Standard CUDA implementation
This is a "standard" CUDA implementation tracing the above CPU one. No usage of texture memory.
__global__ void bilinear_interpolation_kernel_GPU(float2 * __restrict__ d_result, const float2 * __restrict__ d_data,
const float * __restrict__ d_xout, const float * __restrict__ d_yout,
const int M1, const int M2, const int N1, const int N2)
{
const int l = threadIdx.x + blockDim.x * blockIdx.x;
const int k = threadIdx.y + blockDim.y * blockIdx.y;
if ((l<N1)&&(k<N2)) {
float2 result_temp1, result_temp2;
const int ind_x = floor(d_xout[k*N1+l]);
const float a = d_xout[k*N1+l]-ind_x;
const int ind_y = floor(d_yout[k*N1+l]);
const float b = d_yout[k*N1+l]-ind_y;
float2 d00, d01, d10, d11;
if (((ind_x) < M1)&&((ind_y) < M2)) d00 = d_data[ind_y*M1+ind_x]; else d00 = make_float2(0.f, 0.f);
if (((ind_x+1) < M1)&&((ind_y) < M2)) d10 = d_data[ind_y*M1+ind_x+1]; else d10 = make_float2(0.f, 0.f);
if (((ind_x) < M1)&&((ind_y+1) < M2)) d01 = d_data[(ind_y+1)*M1+ind_x]; else d01 = make_float2(0.f, 0.f);
if (((ind_x+1) < M1)&&((ind_y+1) < M2)) d11 = d_data[(ind_y+1)*M1+ind_x+1]; else d11 = make_float2(0.f, 0.f);
result_temp1.x = a * d10.x + (-d00.x * a + d00.x);
result_temp1.y = a * d10.y + (-d00.y * a + d00.y);
result_temp2.x = a * d11.x + (-d01.x * a + d01.x);
result_temp2.y = a * d11.y + (-d01.y * a + d01.y);
d_result[k*N1+l].x = b * result_temp2.x + (-result_temp1.x * b + result_temp1.x);
d_result[k*N1+l].y = b * result_temp2.y + (-result_temp1.y * b + result_temp1.y);
}
}
CUDA implementation with texture fetch
This is the same implementation as above, but the global memory is now accessed by the texture cache. For example, T[i,j]
is accessed as
tex2D(d_texture_fetch_float,ind_x,ind_y);
(where, of course ind_x = i
and ind_y = j
, and d_texture_fetch_float
is assumed to be a global scope variable) instead of
d_data[ind_y*M1+ind_x];
Note that the hard-wired texture filtering capabilities are not exploited here. The routine below has the same precision as the above one and could result somewhat faster than that on old CUDA architectures.

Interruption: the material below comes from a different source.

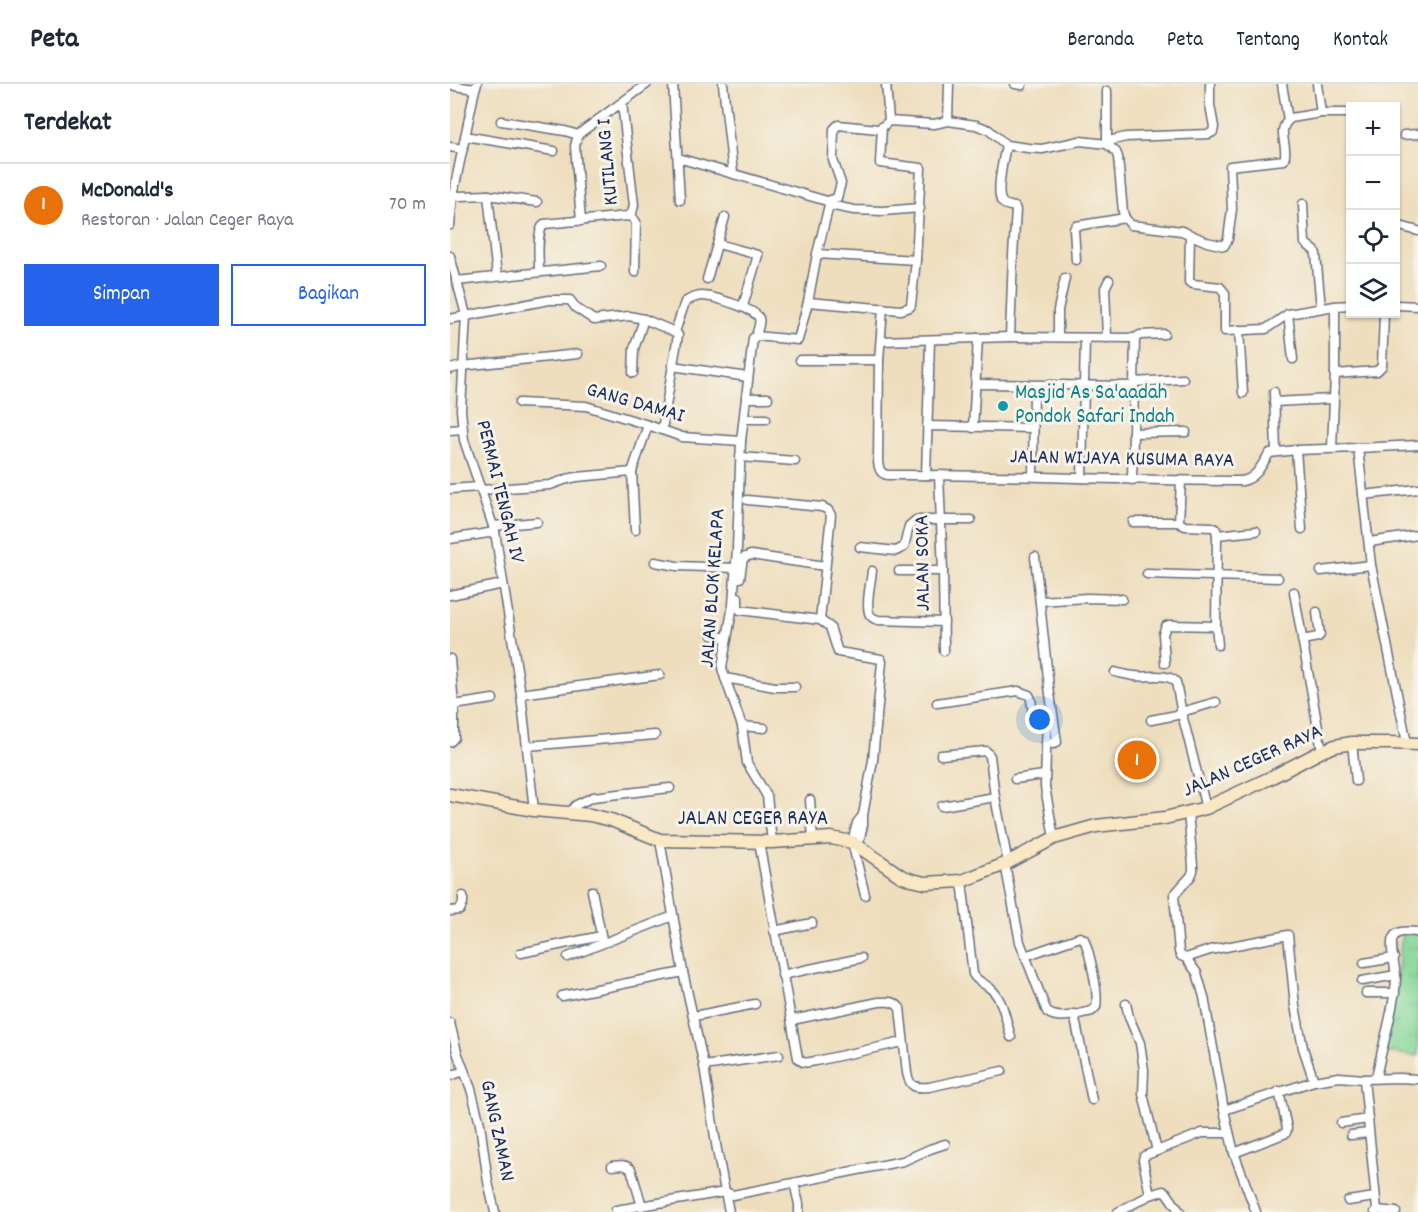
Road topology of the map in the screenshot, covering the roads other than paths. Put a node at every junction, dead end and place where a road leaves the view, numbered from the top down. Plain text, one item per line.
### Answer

__global__ void bilinear_interpolation_kernel_GPU_texture_fetch(float2 * __restrict__ d_result,
const float * __restrict__ d_xout, const float * __restrict__ d_yout,
const int M1, const int M2, const int N1, const int N2)
{
const int l = threadIdx.x + blockDim.x * blockIdx.x;
const int k = threadIdx.y + blockDim.y * blockIdx.y;
if ((l<N1)&&(k<N2)) {
float2 result_temp1, result_temp2;
const int ind_x = floor(d_xout[k*N1+l]);
const float a = d_xout[k*N1+l]-ind_x;
const int ind_y = floor(d_yout[k*N1+l]);
const float b = d_yout[k*N1+l]-ind_y;
const float2 d00 = tex2D(d_texture_fetch_float,ind_x,ind_y);
const float2 d10 = tex2D(d_texture_fetch_float,ind_x+1,ind_y);
const float2 d11 = tex2D(d_texture_fetch_float,ind_x+1,ind_y+1);
const float2 d01 = tex2D(d_texture_fetch_float,ind_x,ind_y+1);
result_temp1.x = a * d10.x + (-d00.x * a + d00.x);
result_temp1.y = a * d10.y + (-d00.y * a + d00.y);
result_temp2.x = a * d11.x + (-d01.x * a + d01.x);
result_temp2.y = a * d11.y + (-d01.y * a + d01.y);
d_result[k*N1+l].x = b * result_temp2.x + (-result_temp1.x * b + result_temp1.x);
d_result[k*N1+l].y = b * result_temp2.y + (-result_temp1.y * b + result_temp1.y);
}
}
Texture binding can be done according to
void TextureBindingBilinearFetch(const float2 * __restrict__ data, const int M1, const int M2)
{
size_t pitch;
float* data_d;
gpuErrchk(cudaMallocPitch((void**)&data_d,&pitch, M1 * sizeof(float2), M2));
cudaChannelFormatDesc desc = cudaCreateChannelDesc<float2>();
gpuErrchk(cudaBindTexture2D(0,&d_texture_fetch_float,data_d,&desc,M1,M2,pitch));
d_texture_fetch_float.addressMode[0] = cudaAddressModeClamp;
d_texture_fetch_float.addressMode[1] = cudaAddressModeClamp;
gpuErrchk(cudaMemcpy2D(data_d,pitch,data,sizeof(float2)*M1,sizeof(float2)*M1,M2,cudaMemcpyHostToDevice));
}
Note that now we need no if/else
boundary checking, because the texture will automatically clamp to zero the samples falling outside the [0, M1-1] x [0, M2-1]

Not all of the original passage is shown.